THE ECONOMIC APPROACH TO LAW
2nd Edition, by Thomas Miceli
THE ECONOMIC APPROACH TO LAW
2nd Edition, by Thomas Miceli
THE ECONOMIC APPROACH TO LAW
2nd Edition, by Thomas Miceli
  

Chapter 7

Involuntary Transfers and Regulation of Property

Key Points

        This chapter concerns involuntary transfers of property between private individuals, and coercive acquisitions and regulation of property by the government.

        Adverse possession allows the occupier of a piece of property to acquire legal title if he or she occupies it continuously for a set number of years without objection by the true owner. It thus represents a statute of limitation on the owner’s right to enforce a property rule.

        The economic theory of adverse possession justifies the doctrine as a way of balancing offsetting risks of ownership. These are, on one hand, the risk arising from past claims by legitimate owners; and, on the other, that an absentee owner will lose title to a squatter.

        Owners of land mistakenly improved by another can either pay for the improvements, or require the improver to buy the land at its unimproved value. This rule gives would-be improvers the correct economic incentives regarding whether or not to conduct a survey prior to commencing the improvement.

        Inheritance rules give testators considerable freedom to pass their property on to heirs. Formerly, primogeniture required all land to be passed on to the eldest son. The decline of primogeniture reflects several factors, including the development of land markets which facilitate the transfer and consolidation of land.

        The rule against perpetuities puts a time limit on the ability of testators to control bequests to the lifetime of anyone alive at the time of the bequest plus twenty-one years. The economic purpose of the rule is to limit a testator’s control of resources into the uncertain future.

        The eminent domain (or takings) clause of the Constitution allows the government to take private property for public use as long as just compensation is paid.

        The proper economic justification for eminent domain is to overcome the holdout problem, which impedes the efficient assembly of land. Importantly, this justification does not necessarily limit the use of eminent domain to public projects.

        Courts have defined just compensation to mean the fair market value of a taken parcel. Economists have noted, however, that this measure undercompensates owners by failing to account for the subjective value to their land.

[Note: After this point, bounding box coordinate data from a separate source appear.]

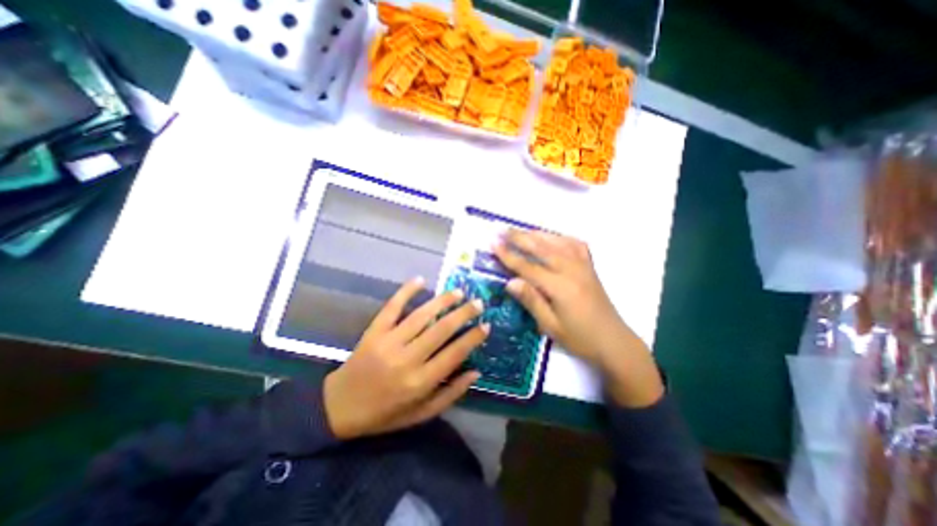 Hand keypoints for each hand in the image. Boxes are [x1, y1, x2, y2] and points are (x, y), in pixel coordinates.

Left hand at [323, 279, 487, 439]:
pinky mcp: (374, 331)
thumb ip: (450, 394)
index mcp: (420, 382)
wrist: (339, 407)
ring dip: (442, 301)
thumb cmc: (385, 413)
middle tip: (478, 303)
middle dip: (463, 314)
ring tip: (458, 292)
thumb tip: (475, 372)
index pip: (454, 354)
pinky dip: (406, 292)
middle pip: (441, 330)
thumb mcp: (421, 414)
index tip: (486, 325)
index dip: (473, 338)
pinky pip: (392, 307)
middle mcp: (407, 359)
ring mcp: (388, 342)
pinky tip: (419, 280)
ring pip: (421, 316)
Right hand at [494, 230, 660, 407]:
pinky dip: (560, 237)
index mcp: (560, 286)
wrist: (613, 341)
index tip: (493, 243)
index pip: (527, 266)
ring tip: (521, 230)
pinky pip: (575, 244)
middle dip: (519, 237)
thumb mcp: (551, 326)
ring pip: (557, 242)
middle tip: (502, 229)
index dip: (508, 255)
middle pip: (541, 248)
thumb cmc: (579, 338)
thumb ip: (531, 301)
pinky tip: (552, 237)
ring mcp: (583, 265)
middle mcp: (572, 270)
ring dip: (537, 234)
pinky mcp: (590, 266)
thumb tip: (510, 281) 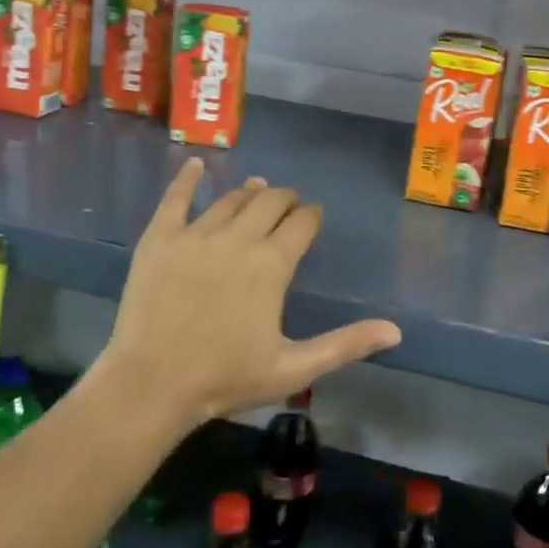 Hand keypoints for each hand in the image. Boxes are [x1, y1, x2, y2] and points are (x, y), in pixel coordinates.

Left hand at [100, 159, 401, 428]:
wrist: (153, 383)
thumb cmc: (226, 378)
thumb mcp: (294, 368)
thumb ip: (345, 344)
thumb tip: (395, 331)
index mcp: (271, 265)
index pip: (301, 224)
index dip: (311, 216)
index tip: (314, 215)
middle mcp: (237, 239)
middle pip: (269, 203)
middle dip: (285, 199)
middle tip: (289, 202)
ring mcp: (195, 234)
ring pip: (230, 200)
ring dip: (249, 192)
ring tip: (258, 188)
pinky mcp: (160, 238)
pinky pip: (176, 199)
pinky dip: (187, 179)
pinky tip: (195, 164) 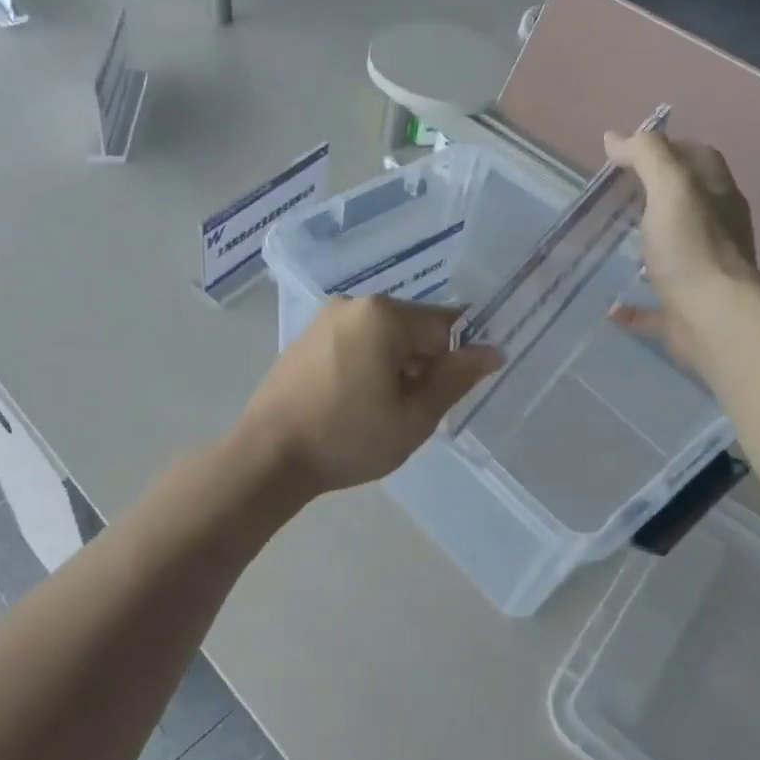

        Recent economic models of eminent domain have shown that compensation must be lump sum in order to avoid a moral hazard problem that would cause landowners to overinvest in land subject to a takings risk. A special case of lump-sum compensation is zero compensation.

        Scholars have raised several objections to the no-compensation result, including the need to prevent the government from taking too much land (fiscal illusion), the benefits of insuring landowners against the risk of a taking, and the demoralization costs of not paying compensation.

        The takings question often arises in the context of government regulations that substantially reduce the value of the regulated property. Courts have developed several tests to determine when a regulation crosses the boundary between a non-compensable police power action and a compensable taking (referred to as a regulatory taking).

        Economic theory shows that both efficient land use incentives and efficient takings decisions can be achieved by a threshold compensation rule that only requires compensation to be paid if the regulation was enacted inefficiently. The result is reminiscent of the efficiency of negligence rules in tort law.

        In terms of explaining actual takings law, the efficient threshold rule resembles the famous diminution value test, as well as other legal tests for compensation.

        Capitalization of the compensation rule into the market price for land does not make the compensation rule irrelevant because the owner of the land at the time the threat of a regulation is first announced suffers a capital loss.

        Zero compensation for land use regulation creates a risk that landowners will develop prematurely in an effort to pre-empt the regulation.

        Government regulation is preferred to common law control when harm is dispersed, given the cost of collective action by victims. The disadvantage of regulation is that it generally imposes a single standard applicable to all injurers, resulting in too little care by some and not enough by others.